* **Task to carry out**
Going through the entries below, copy out each line that contains "from".

* **Exercise inputs**
- - - - -
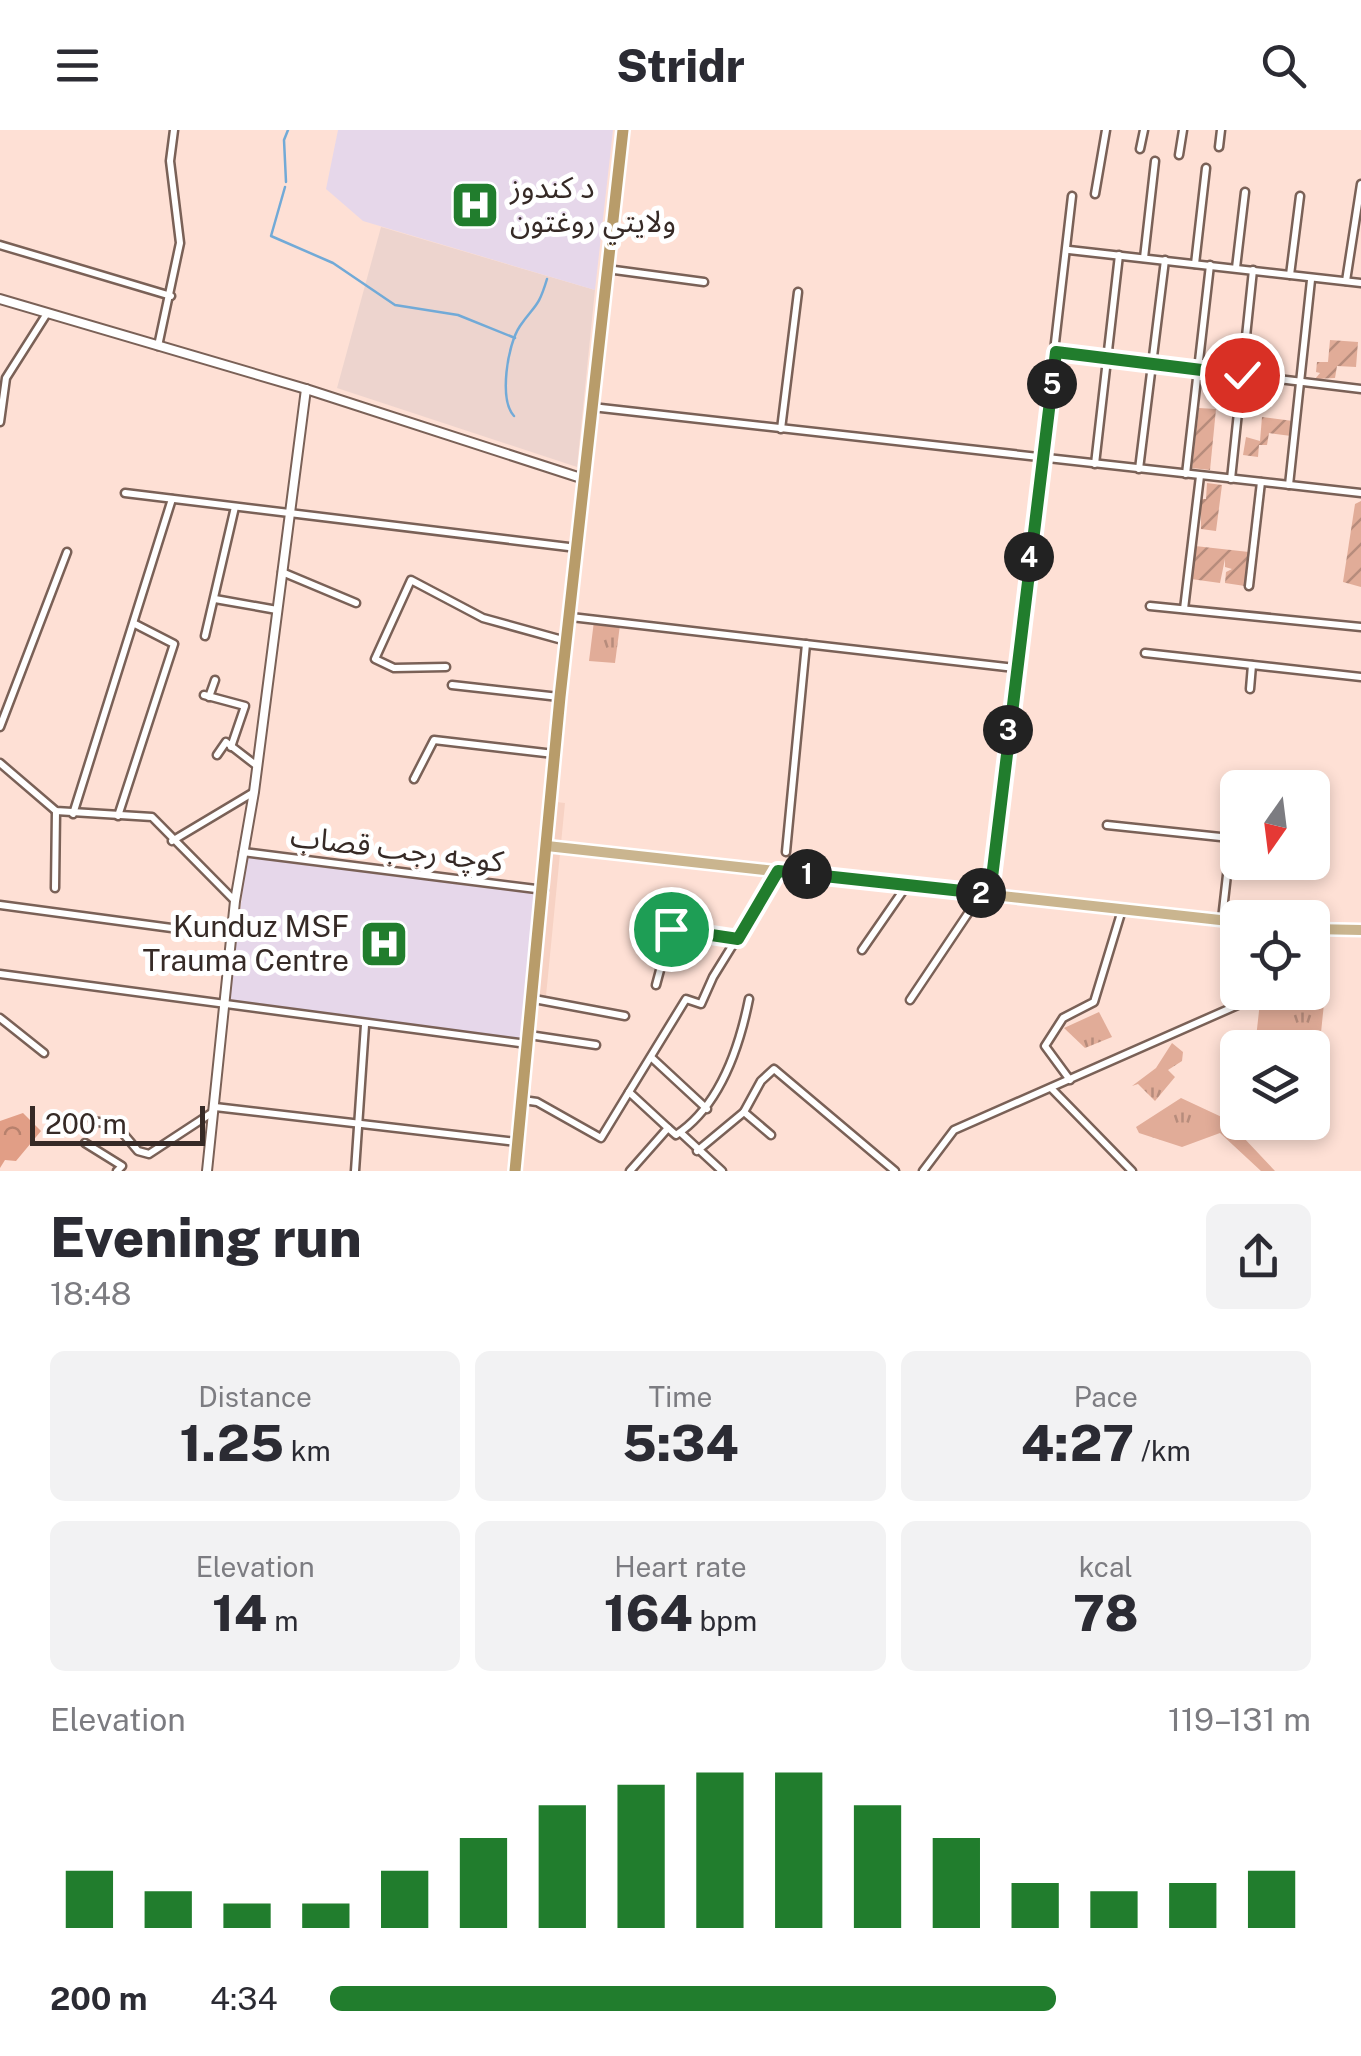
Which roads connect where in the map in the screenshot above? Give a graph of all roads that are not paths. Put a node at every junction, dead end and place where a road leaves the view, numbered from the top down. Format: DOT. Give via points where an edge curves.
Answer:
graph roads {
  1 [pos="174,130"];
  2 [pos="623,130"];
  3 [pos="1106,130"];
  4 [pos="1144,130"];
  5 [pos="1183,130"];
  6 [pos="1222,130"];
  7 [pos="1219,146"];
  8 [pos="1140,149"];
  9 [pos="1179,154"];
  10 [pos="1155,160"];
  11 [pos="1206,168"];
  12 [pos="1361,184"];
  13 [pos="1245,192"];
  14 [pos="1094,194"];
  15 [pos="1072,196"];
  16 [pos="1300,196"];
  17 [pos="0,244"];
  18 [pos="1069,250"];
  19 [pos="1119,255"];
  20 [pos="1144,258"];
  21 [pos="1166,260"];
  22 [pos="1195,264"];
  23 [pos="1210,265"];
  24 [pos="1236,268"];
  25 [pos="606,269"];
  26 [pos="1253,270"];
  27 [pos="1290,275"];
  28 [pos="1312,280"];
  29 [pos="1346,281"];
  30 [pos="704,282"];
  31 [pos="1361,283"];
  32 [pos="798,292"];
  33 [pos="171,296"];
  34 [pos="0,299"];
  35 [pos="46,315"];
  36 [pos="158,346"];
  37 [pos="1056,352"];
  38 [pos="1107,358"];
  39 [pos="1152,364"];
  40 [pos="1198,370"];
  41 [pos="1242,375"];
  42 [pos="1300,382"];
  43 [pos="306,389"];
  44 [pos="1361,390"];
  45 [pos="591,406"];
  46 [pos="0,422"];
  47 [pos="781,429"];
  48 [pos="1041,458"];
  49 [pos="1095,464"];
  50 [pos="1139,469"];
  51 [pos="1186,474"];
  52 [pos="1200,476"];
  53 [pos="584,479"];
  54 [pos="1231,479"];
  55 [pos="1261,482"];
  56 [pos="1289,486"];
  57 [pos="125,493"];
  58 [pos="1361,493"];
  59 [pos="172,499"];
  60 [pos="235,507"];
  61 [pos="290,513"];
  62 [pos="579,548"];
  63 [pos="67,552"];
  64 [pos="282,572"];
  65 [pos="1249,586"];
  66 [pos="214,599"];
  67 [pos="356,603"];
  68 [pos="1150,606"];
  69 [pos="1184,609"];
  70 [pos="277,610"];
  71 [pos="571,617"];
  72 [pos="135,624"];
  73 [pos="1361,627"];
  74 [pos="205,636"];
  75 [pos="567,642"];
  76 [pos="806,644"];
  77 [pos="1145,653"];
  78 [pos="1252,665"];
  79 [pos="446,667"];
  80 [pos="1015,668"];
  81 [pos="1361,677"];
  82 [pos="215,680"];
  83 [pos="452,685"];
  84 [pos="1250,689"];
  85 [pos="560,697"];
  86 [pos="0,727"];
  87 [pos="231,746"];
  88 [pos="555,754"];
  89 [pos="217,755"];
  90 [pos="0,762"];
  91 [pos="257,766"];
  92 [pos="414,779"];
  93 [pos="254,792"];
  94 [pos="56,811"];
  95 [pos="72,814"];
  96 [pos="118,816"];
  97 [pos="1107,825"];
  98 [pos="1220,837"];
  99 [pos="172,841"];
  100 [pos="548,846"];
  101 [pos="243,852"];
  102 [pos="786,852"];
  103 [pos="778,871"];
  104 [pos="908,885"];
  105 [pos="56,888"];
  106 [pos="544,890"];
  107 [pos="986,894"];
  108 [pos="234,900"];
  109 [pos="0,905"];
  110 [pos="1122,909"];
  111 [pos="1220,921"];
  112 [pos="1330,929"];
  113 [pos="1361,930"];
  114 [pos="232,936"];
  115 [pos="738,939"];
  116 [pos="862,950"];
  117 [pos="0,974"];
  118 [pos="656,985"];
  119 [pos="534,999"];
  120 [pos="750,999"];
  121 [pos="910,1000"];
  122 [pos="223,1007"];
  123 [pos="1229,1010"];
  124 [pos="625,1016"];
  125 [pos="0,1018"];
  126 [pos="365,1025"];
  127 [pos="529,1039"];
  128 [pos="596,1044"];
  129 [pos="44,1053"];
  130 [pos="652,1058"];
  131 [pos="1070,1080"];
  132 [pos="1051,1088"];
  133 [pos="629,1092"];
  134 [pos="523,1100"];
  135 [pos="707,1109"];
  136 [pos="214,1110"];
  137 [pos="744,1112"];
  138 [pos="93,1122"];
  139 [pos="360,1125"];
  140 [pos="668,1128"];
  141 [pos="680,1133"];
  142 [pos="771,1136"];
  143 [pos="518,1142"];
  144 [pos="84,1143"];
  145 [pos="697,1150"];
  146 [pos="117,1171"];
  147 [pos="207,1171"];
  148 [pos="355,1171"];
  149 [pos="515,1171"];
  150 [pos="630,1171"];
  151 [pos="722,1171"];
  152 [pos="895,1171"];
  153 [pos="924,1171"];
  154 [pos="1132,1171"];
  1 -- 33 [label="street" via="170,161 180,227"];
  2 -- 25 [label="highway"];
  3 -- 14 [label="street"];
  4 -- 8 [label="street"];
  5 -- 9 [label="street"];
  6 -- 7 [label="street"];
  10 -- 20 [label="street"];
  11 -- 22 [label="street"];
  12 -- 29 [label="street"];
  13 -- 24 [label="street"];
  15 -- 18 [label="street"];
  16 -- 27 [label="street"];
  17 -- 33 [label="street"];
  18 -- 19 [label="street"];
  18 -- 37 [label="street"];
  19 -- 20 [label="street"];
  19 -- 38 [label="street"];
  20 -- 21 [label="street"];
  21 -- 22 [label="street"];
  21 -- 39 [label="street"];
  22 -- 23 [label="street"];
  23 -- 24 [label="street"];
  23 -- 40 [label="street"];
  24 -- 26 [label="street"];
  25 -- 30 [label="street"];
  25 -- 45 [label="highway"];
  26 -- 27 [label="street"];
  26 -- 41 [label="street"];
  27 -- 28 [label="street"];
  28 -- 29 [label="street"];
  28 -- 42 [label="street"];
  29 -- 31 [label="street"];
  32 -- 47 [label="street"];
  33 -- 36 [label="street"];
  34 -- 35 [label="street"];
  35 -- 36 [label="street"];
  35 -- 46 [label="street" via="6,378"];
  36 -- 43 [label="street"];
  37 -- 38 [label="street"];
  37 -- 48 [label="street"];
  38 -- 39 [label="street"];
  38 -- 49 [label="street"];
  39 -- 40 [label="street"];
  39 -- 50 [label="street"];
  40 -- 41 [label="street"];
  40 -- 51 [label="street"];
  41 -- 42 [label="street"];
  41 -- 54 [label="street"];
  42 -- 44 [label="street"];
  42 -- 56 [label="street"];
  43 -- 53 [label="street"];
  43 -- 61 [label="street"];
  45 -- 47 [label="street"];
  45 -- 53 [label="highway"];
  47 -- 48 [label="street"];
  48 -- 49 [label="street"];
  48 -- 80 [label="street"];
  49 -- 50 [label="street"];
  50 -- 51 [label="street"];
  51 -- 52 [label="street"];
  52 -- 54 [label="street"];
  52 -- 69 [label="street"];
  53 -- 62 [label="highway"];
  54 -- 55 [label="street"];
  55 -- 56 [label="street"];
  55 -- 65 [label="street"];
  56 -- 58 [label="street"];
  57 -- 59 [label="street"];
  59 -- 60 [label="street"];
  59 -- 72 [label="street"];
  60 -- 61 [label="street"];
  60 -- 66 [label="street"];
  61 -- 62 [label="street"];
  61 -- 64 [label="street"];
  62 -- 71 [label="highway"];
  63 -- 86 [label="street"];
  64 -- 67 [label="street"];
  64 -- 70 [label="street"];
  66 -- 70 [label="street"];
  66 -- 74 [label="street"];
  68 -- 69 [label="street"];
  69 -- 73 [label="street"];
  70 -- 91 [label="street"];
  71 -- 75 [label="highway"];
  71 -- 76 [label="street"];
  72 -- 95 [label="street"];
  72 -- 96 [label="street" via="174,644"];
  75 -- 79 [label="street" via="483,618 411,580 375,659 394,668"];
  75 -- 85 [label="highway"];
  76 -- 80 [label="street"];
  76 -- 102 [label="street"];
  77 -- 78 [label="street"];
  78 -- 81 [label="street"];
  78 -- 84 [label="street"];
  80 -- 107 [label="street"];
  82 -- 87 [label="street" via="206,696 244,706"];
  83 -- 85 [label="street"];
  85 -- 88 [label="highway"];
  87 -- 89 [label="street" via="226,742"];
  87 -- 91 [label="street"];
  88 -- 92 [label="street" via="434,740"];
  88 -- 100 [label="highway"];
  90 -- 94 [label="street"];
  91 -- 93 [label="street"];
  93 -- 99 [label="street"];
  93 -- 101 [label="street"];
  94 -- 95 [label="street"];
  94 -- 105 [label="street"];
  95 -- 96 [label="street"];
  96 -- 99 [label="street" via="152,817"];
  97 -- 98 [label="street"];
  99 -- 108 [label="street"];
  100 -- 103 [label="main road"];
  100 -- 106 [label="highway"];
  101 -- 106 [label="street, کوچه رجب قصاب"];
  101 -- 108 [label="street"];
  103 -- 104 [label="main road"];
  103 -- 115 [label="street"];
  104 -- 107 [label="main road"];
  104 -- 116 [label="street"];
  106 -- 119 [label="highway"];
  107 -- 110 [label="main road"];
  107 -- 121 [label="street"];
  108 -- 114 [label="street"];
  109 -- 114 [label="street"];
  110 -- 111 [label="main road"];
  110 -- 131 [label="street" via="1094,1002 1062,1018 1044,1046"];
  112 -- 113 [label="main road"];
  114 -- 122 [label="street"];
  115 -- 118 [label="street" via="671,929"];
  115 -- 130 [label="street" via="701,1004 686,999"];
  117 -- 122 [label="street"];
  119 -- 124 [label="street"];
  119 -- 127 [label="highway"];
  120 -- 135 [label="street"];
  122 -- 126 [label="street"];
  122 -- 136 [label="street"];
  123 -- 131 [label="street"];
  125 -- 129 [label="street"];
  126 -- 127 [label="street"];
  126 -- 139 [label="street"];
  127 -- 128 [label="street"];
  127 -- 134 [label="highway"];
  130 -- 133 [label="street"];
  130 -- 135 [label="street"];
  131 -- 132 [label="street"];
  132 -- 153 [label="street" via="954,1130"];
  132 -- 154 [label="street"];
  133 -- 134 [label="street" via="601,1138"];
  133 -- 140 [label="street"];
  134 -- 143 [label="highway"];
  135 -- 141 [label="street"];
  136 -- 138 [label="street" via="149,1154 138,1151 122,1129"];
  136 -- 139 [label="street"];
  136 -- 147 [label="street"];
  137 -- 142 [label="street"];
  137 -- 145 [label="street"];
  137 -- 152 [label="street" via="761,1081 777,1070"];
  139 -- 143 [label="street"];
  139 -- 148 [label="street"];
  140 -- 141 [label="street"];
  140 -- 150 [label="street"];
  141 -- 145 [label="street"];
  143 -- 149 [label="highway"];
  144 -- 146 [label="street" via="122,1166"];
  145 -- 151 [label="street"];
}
- - - - -
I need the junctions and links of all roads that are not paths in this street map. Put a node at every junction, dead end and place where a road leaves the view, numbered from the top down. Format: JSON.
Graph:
- - - - -
* **Solution to this problem**
Which roads connect where in the map in the screenshot above? Give a graph of all roads that are not paths. Put a node at every junction, dead end and place where a road leaves the view, numbered from the top down. Format: DOT. Give via points where an edge curves.
I need the junctions and links of all roads that are not paths in this street map. Put a node at every junction, dead end and place where a road leaves the view, numbered from the top down. Format: JSON.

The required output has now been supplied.